Those are staggering numbers.
My mind ceases to work at such rarefied levels.
So all I can do is congratulate you and wish you more success.


----------



## ElHawk (Aug 13, 2012)

Michael Kingswood said:


> You're falling victim to one of the classic blunders. The biggest being never start a land war in Asia. But only slightly less well known is this:
> 
> Taking More Time =/= Increased Quality
> 
> Your final question is a non-sequitor. But even were that not the case, you first must define what you mean by quality or else the question is merely meaningless.


I agree.  I think the idea that more time spent = better quality came from the Tradpub industry, where authors were put on longer publishing schedules because the publishers didn't want anything competing within their own brand. Most authors out there can, and want to, write faster than that. They are not releasing one new book every year or two because that's the best they can manage. It's what their contracts dictate.

Writing a book is a skill like any other. The more you practice it, the better you get at it, and the more it becomes second nature to create things like tense plots and believable characters and great dialog, without having to stop and think about it. It's the stopping to think about the best way to proceed that trips up many new writers and slows them down...and that's just fine, because they're early in their skill-refinement journey, and they need more time to think about those basics. A more experienced writer can see her way past road blocks a little quicker and easier with each book, so the more you write, the faster you become.

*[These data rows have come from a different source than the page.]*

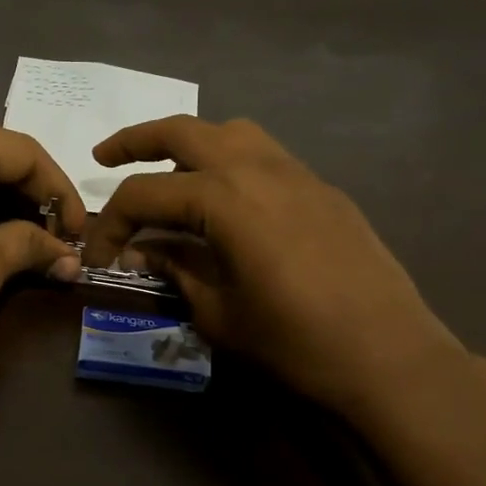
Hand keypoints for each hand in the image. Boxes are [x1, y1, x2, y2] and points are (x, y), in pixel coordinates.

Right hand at [80, 116, 466, 416]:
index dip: (111, 223)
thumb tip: (140, 252)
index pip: (145, 194)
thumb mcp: (218, 313)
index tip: (97, 254)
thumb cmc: (294, 341)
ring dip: (189, 143)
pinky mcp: (321, 189)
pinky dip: (230, 162)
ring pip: (230, 133)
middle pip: (183, 132)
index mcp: (224, 199)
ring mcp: (296, 173)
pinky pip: (264, 156)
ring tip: (167, 173)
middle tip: (104, 159)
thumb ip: (175, 270)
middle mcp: (257, 168)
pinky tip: (224, 201)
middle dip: (136, 141)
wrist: (388, 354)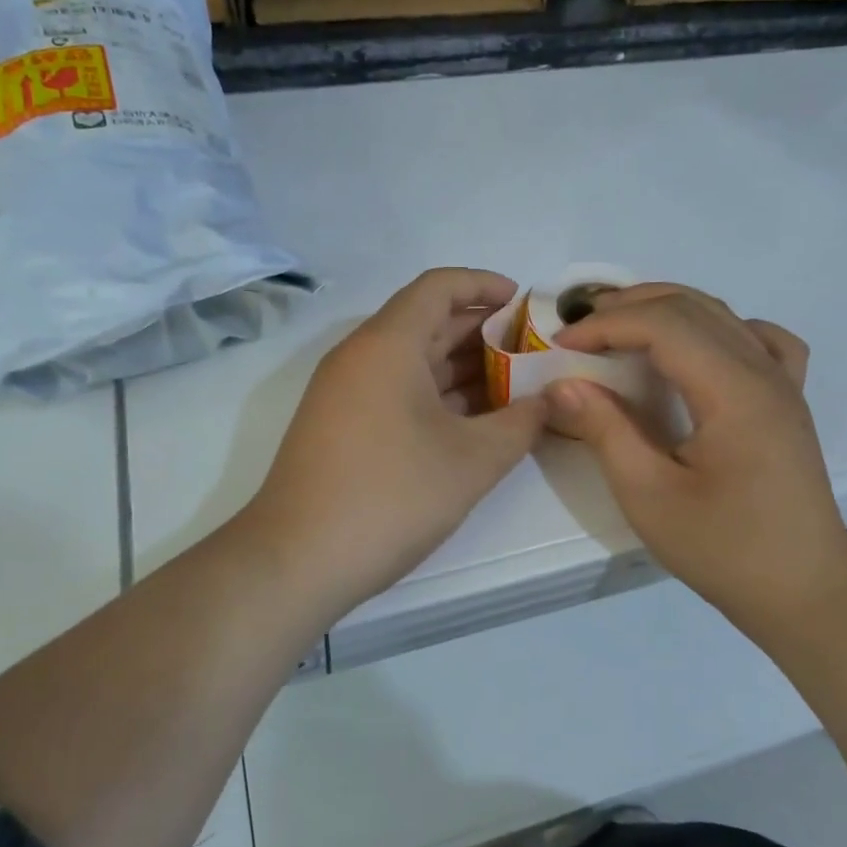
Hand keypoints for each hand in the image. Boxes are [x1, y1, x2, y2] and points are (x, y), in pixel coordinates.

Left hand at [244, 269, 547, 615]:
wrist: (297, 559)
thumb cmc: (391, 496)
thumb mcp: (473, 460)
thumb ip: (521, 423)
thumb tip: (549, 402)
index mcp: (388, 344)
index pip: (439, 287)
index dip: (484, 286)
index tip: (525, 304)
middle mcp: (361, 356)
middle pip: (427, 321)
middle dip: (483, 332)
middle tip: (533, 352)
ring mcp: (345, 392)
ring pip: (412, 360)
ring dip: (462, 368)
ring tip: (515, 386)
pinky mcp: (341, 424)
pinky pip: (396, 390)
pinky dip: (436, 395)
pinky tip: (473, 421)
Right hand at [545, 284, 846, 625]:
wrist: (805, 593)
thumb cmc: (725, 550)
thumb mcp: (648, 496)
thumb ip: (605, 430)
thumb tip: (563, 384)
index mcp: (734, 391)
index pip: (664, 325)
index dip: (606, 324)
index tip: (561, 344)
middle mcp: (764, 372)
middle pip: (693, 307)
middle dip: (629, 306)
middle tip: (579, 326)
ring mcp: (784, 383)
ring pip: (723, 315)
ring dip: (666, 309)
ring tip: (620, 326)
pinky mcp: (789, 402)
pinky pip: (761, 340)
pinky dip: (721, 327)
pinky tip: (700, 349)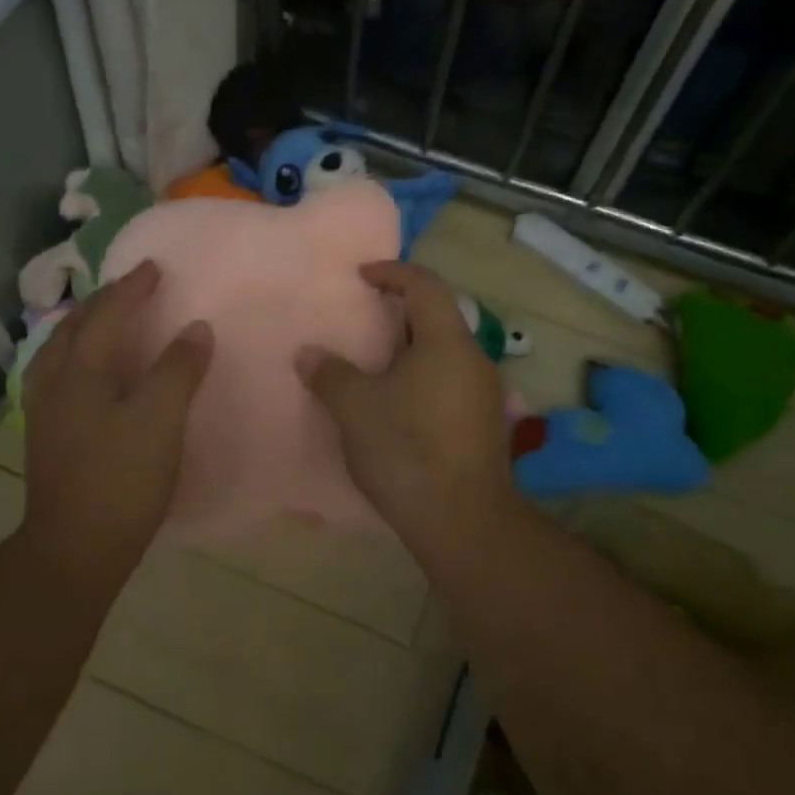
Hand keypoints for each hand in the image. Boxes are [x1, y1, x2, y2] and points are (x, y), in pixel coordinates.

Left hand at [23, 261, 213, 578]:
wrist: (74, 549)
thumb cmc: (121, 480)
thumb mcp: (161, 421)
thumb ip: (179, 369)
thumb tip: (197, 329)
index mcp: (80, 371)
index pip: (108, 314)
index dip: (133, 288)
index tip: (156, 267)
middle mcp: (54, 380)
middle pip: (75, 325)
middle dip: (105, 300)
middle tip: (133, 287)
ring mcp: (44, 408)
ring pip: (60, 348)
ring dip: (86, 324)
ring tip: (107, 318)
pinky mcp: (45, 433)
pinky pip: (59, 371)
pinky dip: (77, 353)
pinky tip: (89, 369)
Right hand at [298, 262, 513, 532]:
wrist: (462, 521)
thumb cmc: (406, 449)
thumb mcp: (355, 407)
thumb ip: (330, 373)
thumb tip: (309, 354)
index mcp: (447, 342)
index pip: (425, 285)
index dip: (393, 272)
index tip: (362, 276)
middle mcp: (474, 360)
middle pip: (439, 319)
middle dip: (400, 313)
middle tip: (365, 320)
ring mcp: (485, 395)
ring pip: (444, 355)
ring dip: (410, 350)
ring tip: (374, 364)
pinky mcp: (484, 426)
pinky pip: (450, 383)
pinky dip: (422, 378)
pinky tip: (397, 405)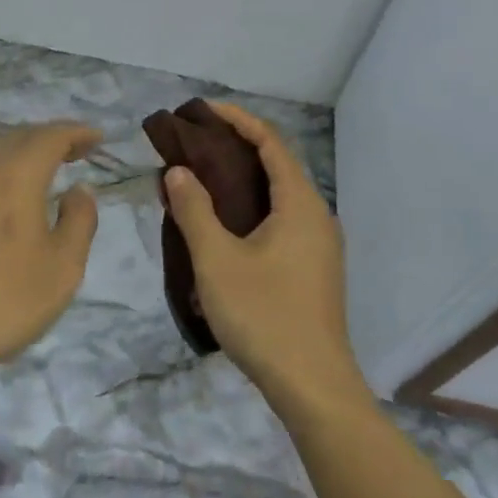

An example: I took two years to write Baptism for the Dead. I wrote The Crook and Flail in three weeks. I sell about 3 copies of Baptism for the Dead for every 100 I sell of The Crook and Flail. If The Crook and Flail suffered from the short time I spent writing it, I would expect it to sell more poorly than Baptism, not better. (Fortunately, this ratio has crept up minutely over the year from 1:100 to 3:100, so I'll take it!  )


----------



## daringnovelist (Apr 3, 2010)

valeriec80 said:


> If you subtract the _Slow Burn_ numbers from the totals, I sold 13,177 books in 2013. Of those, 6577 were titles released in 2013 (that aren't _Slow Burn_) and 6600 are titles published in 2012 or before.


The above is the lesson. Maybe you missed it:

You just proved the point of the "write more books" folks.

If you had not written those 12 books, you would have made less than half the money you did, even without your standout best seller. You would not have made more money if you had not written those books.

I know that people here tend to read magic bullets into any kind of advice they get -- but nobody said that by writing more books, all your individual books would do better. Quite the contrary. What they're saying is that if you have more books out there, you have a buffer against hard times. When the sales on each book slows, you have more of those slow selling books to make up the difference.

Now it's true, you have to find the pace that works for you. Your shifting understanding of the genre, how you went about writing those books, your imagination's stamina, your ability to do good covers and blurbs and titles for a lot of books while trying to write more: all that has an effect on the quality of the product. You have to find the pace that works for you creatively.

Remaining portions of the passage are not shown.